- [Description of the task] Check every line of the entries below for the word "lane". Then give the number of lines that have it, with nothing added.

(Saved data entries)
╔══
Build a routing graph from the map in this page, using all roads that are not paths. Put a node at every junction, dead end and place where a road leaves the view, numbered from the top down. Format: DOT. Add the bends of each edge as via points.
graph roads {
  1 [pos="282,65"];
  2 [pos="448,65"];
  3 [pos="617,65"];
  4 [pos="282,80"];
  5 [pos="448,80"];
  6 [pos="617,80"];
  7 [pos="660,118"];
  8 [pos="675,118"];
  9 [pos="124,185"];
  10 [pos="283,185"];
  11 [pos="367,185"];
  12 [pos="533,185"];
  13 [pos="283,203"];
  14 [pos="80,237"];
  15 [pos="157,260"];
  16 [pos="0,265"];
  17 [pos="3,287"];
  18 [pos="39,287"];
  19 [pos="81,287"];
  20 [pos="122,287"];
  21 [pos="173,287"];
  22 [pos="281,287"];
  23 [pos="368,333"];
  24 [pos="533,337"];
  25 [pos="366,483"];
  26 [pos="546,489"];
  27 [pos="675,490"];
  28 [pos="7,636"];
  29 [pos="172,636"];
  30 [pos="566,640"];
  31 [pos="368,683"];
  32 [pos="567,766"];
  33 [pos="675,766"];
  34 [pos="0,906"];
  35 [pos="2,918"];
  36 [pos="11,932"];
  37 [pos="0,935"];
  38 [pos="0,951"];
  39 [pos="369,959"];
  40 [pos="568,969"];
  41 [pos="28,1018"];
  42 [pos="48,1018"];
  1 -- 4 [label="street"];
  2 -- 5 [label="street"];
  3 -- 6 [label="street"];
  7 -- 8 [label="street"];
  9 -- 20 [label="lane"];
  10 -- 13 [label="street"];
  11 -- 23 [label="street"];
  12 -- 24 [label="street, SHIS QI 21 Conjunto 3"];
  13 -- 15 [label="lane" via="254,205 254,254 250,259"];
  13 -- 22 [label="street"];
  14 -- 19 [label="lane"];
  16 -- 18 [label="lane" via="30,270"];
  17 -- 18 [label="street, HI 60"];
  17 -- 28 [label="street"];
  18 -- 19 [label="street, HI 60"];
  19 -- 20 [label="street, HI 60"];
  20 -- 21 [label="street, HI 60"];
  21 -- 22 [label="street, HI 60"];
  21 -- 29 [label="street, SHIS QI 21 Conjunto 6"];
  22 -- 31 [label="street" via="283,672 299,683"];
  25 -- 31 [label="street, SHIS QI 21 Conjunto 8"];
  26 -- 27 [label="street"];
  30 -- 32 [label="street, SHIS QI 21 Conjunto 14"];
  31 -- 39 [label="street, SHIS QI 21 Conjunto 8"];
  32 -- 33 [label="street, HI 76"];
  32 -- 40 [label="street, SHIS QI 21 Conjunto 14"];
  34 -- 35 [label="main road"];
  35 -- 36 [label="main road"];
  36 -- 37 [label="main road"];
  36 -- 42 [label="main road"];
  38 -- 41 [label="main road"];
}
╚══
- [Answer area] 4